Records from a dataset
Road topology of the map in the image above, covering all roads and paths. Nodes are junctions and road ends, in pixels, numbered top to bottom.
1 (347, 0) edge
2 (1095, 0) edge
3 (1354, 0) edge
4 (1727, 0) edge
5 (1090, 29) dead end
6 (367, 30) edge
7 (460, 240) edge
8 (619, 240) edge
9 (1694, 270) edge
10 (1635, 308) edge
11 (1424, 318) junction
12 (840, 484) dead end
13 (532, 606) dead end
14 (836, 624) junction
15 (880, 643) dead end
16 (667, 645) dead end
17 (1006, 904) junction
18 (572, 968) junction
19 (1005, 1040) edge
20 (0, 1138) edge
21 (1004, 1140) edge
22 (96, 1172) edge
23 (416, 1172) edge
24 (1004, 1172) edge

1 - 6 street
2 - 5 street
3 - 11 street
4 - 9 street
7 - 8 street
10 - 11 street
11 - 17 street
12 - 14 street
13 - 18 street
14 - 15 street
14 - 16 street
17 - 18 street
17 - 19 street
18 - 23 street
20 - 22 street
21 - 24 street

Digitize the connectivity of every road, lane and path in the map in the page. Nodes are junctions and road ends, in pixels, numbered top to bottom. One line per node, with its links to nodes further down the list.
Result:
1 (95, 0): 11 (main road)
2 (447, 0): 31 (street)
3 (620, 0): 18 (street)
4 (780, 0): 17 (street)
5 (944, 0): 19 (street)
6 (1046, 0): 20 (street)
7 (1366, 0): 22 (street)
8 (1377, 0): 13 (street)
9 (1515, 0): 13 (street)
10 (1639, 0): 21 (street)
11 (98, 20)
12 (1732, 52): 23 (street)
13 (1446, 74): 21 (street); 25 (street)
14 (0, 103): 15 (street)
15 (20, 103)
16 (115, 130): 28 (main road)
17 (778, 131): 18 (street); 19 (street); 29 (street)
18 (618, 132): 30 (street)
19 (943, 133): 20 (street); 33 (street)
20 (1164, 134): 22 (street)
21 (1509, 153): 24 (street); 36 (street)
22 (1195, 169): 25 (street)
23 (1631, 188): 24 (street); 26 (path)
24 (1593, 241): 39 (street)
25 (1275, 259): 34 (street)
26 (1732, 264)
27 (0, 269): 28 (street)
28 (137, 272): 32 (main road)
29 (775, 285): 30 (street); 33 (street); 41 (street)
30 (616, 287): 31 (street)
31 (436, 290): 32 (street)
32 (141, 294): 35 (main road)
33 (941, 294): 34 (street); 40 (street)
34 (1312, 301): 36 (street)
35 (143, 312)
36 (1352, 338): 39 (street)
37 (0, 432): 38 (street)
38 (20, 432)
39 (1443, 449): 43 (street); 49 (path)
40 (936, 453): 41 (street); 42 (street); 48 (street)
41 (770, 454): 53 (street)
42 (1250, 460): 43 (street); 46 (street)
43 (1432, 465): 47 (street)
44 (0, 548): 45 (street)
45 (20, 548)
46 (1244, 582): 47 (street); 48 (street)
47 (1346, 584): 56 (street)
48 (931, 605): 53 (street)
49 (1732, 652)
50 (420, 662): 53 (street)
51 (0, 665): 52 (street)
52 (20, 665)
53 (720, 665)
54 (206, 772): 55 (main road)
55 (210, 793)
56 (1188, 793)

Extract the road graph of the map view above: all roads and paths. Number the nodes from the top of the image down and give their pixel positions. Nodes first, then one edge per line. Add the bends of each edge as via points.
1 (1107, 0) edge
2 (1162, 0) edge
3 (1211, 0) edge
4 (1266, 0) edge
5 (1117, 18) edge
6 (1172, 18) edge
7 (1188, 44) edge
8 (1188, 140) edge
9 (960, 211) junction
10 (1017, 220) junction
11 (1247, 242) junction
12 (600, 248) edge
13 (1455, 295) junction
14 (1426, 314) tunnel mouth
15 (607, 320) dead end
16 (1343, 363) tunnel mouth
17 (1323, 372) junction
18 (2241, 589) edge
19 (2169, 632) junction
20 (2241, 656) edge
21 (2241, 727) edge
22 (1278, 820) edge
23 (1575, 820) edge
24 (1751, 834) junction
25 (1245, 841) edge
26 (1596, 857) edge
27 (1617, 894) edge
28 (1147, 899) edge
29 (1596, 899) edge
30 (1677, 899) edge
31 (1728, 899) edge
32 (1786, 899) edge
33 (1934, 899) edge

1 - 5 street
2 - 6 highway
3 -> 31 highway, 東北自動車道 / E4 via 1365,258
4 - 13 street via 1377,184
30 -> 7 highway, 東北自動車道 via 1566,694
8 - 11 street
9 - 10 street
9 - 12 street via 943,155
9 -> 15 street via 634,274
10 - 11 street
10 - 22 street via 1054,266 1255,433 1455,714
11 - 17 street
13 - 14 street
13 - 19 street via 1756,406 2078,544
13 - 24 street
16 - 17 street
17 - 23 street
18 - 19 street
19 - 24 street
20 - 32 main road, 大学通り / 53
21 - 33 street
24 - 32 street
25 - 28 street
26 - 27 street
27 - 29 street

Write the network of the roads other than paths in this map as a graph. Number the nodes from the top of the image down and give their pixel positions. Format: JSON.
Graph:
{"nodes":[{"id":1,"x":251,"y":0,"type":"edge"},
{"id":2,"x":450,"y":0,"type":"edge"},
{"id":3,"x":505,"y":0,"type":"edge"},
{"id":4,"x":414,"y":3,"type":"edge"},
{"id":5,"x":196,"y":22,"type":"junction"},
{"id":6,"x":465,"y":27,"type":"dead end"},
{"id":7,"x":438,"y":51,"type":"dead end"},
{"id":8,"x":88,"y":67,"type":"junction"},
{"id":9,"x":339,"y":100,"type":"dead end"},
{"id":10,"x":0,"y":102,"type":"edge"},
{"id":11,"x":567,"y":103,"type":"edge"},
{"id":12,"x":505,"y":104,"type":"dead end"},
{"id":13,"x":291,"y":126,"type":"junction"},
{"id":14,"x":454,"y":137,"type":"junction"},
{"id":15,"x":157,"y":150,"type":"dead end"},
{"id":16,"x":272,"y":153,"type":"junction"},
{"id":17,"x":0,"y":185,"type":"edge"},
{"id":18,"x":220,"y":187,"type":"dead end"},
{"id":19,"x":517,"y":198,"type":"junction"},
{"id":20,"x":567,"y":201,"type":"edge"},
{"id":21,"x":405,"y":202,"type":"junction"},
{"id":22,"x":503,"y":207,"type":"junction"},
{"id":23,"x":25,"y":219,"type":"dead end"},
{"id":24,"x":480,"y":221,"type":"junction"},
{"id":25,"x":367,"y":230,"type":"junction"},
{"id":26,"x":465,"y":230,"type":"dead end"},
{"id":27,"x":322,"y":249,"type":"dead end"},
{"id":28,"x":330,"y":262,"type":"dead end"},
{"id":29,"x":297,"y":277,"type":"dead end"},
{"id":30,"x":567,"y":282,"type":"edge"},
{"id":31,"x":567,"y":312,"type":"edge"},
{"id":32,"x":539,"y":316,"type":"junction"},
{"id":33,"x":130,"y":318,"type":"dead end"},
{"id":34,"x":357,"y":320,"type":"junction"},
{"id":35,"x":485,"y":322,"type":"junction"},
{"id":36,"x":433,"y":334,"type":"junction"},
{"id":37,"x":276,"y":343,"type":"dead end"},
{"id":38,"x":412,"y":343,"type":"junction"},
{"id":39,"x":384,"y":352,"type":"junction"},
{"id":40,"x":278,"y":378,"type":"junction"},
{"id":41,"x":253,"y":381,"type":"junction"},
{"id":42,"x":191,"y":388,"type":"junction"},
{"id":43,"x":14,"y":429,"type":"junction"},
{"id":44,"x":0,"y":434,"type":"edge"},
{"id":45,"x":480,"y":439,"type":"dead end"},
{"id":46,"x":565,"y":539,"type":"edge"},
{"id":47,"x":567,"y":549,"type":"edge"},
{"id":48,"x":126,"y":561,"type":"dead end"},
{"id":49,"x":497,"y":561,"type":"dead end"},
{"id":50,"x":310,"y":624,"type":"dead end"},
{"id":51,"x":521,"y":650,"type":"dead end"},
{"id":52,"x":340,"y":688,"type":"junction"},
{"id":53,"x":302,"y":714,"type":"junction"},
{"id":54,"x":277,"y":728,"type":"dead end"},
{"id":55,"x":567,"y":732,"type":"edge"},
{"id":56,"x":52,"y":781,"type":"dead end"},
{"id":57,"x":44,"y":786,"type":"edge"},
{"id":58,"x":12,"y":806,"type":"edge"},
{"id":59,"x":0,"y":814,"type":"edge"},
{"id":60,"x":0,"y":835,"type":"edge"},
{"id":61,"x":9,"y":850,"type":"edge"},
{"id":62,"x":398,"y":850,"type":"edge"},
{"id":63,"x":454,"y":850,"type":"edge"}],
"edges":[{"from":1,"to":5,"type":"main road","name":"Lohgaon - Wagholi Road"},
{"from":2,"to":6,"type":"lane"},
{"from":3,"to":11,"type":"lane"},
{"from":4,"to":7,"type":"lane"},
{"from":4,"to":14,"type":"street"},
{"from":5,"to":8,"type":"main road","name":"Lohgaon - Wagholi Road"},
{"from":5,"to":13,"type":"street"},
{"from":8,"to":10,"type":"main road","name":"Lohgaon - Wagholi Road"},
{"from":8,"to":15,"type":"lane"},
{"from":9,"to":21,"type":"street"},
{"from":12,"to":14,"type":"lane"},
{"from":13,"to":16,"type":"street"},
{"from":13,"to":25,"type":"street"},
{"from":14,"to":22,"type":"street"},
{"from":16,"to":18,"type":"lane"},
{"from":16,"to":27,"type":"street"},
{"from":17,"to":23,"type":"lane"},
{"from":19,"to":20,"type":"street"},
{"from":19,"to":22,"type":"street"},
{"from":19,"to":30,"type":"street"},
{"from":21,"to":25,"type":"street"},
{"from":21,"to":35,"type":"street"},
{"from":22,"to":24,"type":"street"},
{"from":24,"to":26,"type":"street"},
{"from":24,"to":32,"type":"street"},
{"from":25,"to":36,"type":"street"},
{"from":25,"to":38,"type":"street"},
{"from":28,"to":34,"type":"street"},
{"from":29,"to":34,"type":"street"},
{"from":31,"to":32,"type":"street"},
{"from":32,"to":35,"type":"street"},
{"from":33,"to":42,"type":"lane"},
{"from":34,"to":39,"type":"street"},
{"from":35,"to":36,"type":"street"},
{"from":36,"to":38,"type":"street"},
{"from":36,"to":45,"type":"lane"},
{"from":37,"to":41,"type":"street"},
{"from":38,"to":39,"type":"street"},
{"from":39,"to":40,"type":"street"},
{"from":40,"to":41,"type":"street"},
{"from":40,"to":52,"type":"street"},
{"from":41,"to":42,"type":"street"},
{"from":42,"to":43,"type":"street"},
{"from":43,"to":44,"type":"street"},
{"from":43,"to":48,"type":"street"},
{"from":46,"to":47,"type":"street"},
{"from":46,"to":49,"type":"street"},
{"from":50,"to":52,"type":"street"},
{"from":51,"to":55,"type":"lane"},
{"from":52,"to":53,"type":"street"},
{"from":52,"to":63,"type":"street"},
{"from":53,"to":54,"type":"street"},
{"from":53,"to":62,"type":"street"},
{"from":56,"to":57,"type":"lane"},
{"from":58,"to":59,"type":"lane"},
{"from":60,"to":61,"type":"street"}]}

▸ **WORK TO BE COMPLETED**: The output must consist solely of the lines from the first line of the records through the line containing "Digitize the connectivity", reproduced exactly.

▸ **EXERCISE RESULT**:
Road topology of the map in the image above, covering all roads and paths. Nodes are junctions and road ends, in pixels, numbered top to bottom.
1 (347, 0) edge
2 (1095, 0) edge
3 (1354, 0) edge
4 (1727, 0) edge
5 (1090, 29) dead end
6 (367, 30) edge
7 (460, 240) edge
8 (619, 240) edge
9 (1694, 270) edge
10 (1635, 308) edge
11 (1424, 318) junction
12 (840, 484) dead end
13 (532, 606) dead end
14 (836, 624) junction
15 (880, 643) dead end
16 (667, 645) dead end
17 (1006, 904) junction
18 (572, 968) junction
19 (1005, 1040) edge
20 (0, 1138) edge
21 (1004, 1140) edge
22 (96, 1172) edge
23 (416, 1172) edge
24 (1004, 1172) edge

1 - 6 street
2 - 5 street
3 - 11 street
4 - 9 street
7 - 8 street
10 - 11 street
11 - 17 street
12 - 14 street
13 - 18 street
14 - 15 street
14 - 16 street
17 - 18 street
17 - 19 street
18 - 23 street
20 - 22 street
21 - 24 street

Digitize the connectivity of every road, lane and path in the map in the page. Nodes are junctions and road ends, in pixels, numbered top to bottom. One line per node, with its links to nodes further down the list.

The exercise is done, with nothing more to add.